*** RECORD SET ***

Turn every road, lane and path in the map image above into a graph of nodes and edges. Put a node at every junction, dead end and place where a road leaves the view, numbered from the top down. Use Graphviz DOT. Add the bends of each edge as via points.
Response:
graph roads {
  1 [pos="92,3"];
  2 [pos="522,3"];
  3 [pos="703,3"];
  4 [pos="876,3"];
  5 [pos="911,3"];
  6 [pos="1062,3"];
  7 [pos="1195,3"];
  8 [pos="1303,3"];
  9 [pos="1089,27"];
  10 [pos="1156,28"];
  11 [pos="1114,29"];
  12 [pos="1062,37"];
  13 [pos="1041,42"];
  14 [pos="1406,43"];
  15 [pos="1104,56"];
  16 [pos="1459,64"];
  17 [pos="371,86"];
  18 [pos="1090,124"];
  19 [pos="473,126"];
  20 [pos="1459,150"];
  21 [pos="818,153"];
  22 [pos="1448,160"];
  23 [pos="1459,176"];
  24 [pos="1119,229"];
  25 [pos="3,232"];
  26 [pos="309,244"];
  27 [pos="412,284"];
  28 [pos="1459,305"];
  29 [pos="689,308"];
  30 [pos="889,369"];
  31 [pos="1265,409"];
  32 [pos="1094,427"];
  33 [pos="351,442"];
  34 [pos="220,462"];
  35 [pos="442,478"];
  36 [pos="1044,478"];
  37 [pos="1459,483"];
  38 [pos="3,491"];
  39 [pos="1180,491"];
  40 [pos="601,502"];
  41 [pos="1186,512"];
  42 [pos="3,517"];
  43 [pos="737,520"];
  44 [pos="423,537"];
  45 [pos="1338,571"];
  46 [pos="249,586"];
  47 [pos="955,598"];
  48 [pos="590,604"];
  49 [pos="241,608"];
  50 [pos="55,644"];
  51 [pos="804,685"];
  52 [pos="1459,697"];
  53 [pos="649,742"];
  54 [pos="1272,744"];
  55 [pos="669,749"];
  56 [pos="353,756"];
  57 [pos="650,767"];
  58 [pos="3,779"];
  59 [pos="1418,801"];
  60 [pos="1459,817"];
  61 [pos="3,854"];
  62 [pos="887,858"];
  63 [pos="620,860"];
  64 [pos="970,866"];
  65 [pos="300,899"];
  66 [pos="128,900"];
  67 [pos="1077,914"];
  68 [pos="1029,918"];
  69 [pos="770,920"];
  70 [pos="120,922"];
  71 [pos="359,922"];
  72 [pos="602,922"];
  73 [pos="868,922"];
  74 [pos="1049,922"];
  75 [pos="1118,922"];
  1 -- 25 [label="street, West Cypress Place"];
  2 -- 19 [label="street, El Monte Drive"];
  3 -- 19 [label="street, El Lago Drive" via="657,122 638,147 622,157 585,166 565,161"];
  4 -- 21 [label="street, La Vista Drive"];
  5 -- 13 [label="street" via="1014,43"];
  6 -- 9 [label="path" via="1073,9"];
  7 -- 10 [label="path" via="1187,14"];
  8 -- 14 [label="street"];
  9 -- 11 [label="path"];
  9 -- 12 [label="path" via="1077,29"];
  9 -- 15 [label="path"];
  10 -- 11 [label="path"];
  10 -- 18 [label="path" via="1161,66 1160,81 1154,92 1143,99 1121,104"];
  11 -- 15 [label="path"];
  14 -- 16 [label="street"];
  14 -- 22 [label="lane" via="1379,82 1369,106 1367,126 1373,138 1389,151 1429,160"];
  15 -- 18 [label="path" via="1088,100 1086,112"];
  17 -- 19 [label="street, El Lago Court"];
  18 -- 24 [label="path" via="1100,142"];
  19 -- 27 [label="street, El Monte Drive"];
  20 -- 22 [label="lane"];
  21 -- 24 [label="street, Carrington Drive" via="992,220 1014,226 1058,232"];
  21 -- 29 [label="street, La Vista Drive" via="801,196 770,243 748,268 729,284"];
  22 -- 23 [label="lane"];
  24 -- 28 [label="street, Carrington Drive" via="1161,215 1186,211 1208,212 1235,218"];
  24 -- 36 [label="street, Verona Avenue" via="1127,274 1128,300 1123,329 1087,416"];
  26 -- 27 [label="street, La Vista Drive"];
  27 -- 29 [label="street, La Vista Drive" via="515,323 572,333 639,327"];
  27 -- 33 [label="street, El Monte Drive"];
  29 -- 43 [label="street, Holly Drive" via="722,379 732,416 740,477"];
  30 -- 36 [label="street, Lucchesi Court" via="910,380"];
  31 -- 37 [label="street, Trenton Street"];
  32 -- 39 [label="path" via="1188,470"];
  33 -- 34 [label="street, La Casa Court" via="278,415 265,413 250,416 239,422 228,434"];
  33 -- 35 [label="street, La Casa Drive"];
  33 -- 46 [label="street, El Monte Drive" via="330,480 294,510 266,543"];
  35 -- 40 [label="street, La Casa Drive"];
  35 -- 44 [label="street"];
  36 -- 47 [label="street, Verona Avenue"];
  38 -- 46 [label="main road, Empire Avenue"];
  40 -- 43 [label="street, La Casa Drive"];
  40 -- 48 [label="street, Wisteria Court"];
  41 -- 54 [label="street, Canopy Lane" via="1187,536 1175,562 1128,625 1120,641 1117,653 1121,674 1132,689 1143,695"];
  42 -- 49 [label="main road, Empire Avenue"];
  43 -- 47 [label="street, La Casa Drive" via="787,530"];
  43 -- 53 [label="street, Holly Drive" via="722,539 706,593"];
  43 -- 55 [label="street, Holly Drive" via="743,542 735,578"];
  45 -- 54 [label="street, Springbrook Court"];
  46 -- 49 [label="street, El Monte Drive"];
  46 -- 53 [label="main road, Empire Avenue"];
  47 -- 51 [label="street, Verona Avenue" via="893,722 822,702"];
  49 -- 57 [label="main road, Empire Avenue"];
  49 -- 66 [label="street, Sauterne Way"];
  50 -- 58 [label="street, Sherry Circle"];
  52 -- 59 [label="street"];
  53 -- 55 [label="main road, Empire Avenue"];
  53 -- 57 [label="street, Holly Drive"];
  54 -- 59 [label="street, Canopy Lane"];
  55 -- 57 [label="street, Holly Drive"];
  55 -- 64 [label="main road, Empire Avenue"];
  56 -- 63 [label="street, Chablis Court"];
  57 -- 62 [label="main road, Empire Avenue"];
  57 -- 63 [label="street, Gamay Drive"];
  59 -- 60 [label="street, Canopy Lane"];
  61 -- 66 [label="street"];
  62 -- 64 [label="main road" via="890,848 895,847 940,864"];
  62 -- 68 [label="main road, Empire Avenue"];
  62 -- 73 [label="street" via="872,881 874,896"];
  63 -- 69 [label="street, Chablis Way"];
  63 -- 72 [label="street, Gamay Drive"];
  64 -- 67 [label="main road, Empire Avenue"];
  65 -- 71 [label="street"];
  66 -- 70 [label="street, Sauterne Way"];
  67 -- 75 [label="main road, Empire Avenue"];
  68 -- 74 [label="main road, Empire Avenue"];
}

*** End of RECORD SET ***

* YOUR ASSIGNMENT:
All of the records need to be returned exactly as they are.

* YOUR RESPONSE:
Turn every road, lane and path in the map image above into a graph of nodes and edges. Put a node at every junction, dead end and place where a road leaves the view, numbered from the top down. Use Graphviz DOT. Add the bends of each edge as via points.
Response:
graph roads {
  1 [pos="92,3"];
  2 [pos="522,3"];
  3 [pos="703,3"];
  4 [pos="876,3"];
  5 [pos="911,3"];
  6 [pos="1062,3"];
  7 [pos="1195,3"];
  8 [pos="1303,3"];
  9 [pos="1089,27"];
  10 [pos="1156,28"];
  11 [pos="1114,29"];
  12 [pos="1062,37"];
  13 [pos="1041,42"];
  14 [pos="1406,43"];
  15 [pos="1104,56"];
  16 [pos="1459,64"];
  17 [pos="371,86"];
  18 [pos="1090,124"];
  19 [pos="473,126"];
  20 [pos="1459,150"];
  21 [pos="818,153"];
  22 [pos="1448,160"];
  23 [pos="1459,176"];
  24 [pos="1119,229"];
  25 [pos="3,232"];
  26 [pos="309,244"];
  27 [pos="412,284"];
  28 [pos="1459,305"];
  29 [pos="689,308"];
  30 [pos="889,369"];
  31 [pos="1265,409"];
  32 [pos="1094,427"];
  33 [pos="351,442"];
  34 [pos="220,462"];
  35 [pos="442,478"];
  36 [pos="1044,478"];
  37 [pos="1459,483"];
  38 [pos="3,491"];
  39 [pos="1180,491"];
  40 [pos="601,502"];
  41 [pos="1186,512"];
  42 [pos="3,517"];
  43 [pos="737,520"];
  44 [pos="423,537"];
  45 [pos="1338,571"];
  46 [pos="249,586"];
  47 [pos="955,598"];
  48 [pos="590,604"];
  49 [pos="241,608"];
  50 [pos="55,644"];
  51 [pos="804,685"];
  52 [pos="1459,697"];
  53 [pos="649,742"];
  54 [pos="1272,744"];
  55 [pos="669,749"];
  56 [pos="353,756"];
  57 [pos="650,767"];
  58 [pos="3,779"];
  59 [pos="1418,801"];
  60 [pos="1459,817"];
  61 [pos="3,854"];
  62 [pos="887,858"];
  63 [pos="620,860"];
  64 [pos="970,866"];
  65 [pos="300,899"];
  66 [pos="128,900"];
  67 [pos="1077,914"];
  68 [pos="1029,918"];
  69 [pos="770,920"];
  70 [pos="120,922"];
  71 [pos="359,922"];
  72 [pos="602,922"];
  73 [pos="868,922"];
  74 [pos="1049,922"];
  75 [pos="1118,922"];
  1 -- 25 [label="street, West Cypress Place"];
  2 -- 19 [label="street, El Monte Drive"];
  3 -- 19 [label="street, El Lago Drive" via="657,122 638,147 622,157 585,166 565,161"];
  4 -- 21 [label="street, La Vista Drive"];
  5 -- 13 [label="street" via="1014,43"];
  6 -- 9 [label="path" via="1073,9"];
  7 -- 10 [label="path" via="1187,14"];
  8 -- 14 [label="street"];
  9 -- 11 [label="path"];
  9 -- 12 [label="path" via="1077,29"];
  9 -- 15 [label="path"];
  10 -- 11 [label="path"];
  10 -- 18 [label="path" via="1161,66 1160,81 1154,92 1143,99 1121,104"];
  11 -- 15 [label="path"];
  14 -- 16 [label="street"];
  14 -- 22 [label="lane" via="1379,82 1369,106 1367,126 1373,138 1389,151 1429,160"];
  15 -- 18 [label="path" via="1088,100 1086,112"];
  17 -- 19 [label="street, El Lago Court"];
  18 -- 24 [label="path" via="1100,142"];
  19 -- 27 [label="street, El Monte Drive"];
  20 -- 22 [label="lane"];
  21 -- 24 [label="street, Carrington Drive" via="992,220 1014,226 1058,232"];
  21 -- 29 [label="street, La Vista Drive" via="801,196 770,243 748,268 729,284"];
  22 -- 23 [label="lane"];
  24 -- 28 [label="street, Carrington Drive" via="1161,215 1186,211 1208,212 1235,218"];
  24 -- 36 [label="street, Verona Avenue" via="1127,274 1128,300 1123,329 1087,416"];
  26 -- 27 [label="street, La Vista Drive"];
  27 -- 29 [label="street, La Vista Drive" via="515,323 572,333 639,327"];
  27 -- 33 [label="street, El Monte Drive"];
  29 -- 43 [label="street, Holly Drive" via="722,379 732,416 740,477"];
  30 -- 36 [label="street, Lucchesi Court" via="910,380"];
  31 -- 37 [label="street, Trenton Street"];
  32 -- 39 [label="path" via="1188,470"];
  33 -- 34 [label="street, La Casa Court" via="278,415 265,413 250,416 239,422 228,434"];
  33 -- 35 [label="street, La Casa Drive"];
  33 -- 46 [label="street, El Monte Drive" via="330,480 294,510 266,543"];
  35 -- 40 [label="street, La Casa Drive"];
  35 -- 44 [label="street"];
  36 -- 47 [label="street, Verona Avenue"];
  38 -- 46 [label="main road, Empire Avenue"];
  40 -- 43 [label="street, La Casa Drive"];
  40 -- 48 [label="street, Wisteria Court"];
  41 -- 54 [label="street, Canopy Lane" via="1187,536 1175,562 1128,625 1120,641 1117,653 1121,674 1132,689 1143,695"];
  42 -- 49 [label="main road, Empire Avenue"];
  43 -- 47 [label="street, La Casa Drive" via="787,530"];
  43 -- 53 [label="street, Holly Drive" via="722,539 706,593"];
  43 -- 55 [label="street, Holly Drive" via="743,542 735,578"];
  45 -- 54 [label="street, Springbrook Court"];
  46 -- 49 [label="street, El Monte Drive"];
  46 -- 53 [label="main road, Empire Avenue"];
  47 -- 51 [label="street, Verona Avenue" via="893,722 822,702"];
  49 -- 57 [label="main road, Empire Avenue"];
  49 -- 66 [label="street, Sauterne Way"];
  50 -- 58 [label="street, Sherry Circle"];
  52 -- 59 [label="street"];
  53 -- 55 [label="main road, Empire Avenue"];
  53 -- 57 [label="street, Holly Drive"];
  54 -- 59 [label="street, Canopy Lane"];
  55 -- 57 [label="street, Holly Drive"];
  55 -- 64 [label="main road, Empire Avenue"];
  56 -- 63 [label="street, Chablis Court"];
  57 -- 62 [label="main road, Empire Avenue"];
  57 -- 63 [label="street, Gamay Drive"];
  59 -- 60 [label="street, Canopy Lane"];
  61 -- 66 [label="street"];
  62 -- 64 [label="main road" via="890,848 895,847 940,864"];
  62 -- 68 [label="main road, Empire Avenue"];
  62 -- 73 [label="street" via="872,881 874,896"];
  63 -- 69 [label="street, Chablis Way"];
  63 -- 72 [label="street, Gamay Drive"];
  64 -- 67 [label="main road, Empire Avenue"];
  65 -- 71 [label="street"];
  66 -- 70 [label="street, Sauterne Way"];
  67 -- 75 [label="main road, Empire Avenue"];
  68 -- 74 [label="main road, Empire Avenue"];
}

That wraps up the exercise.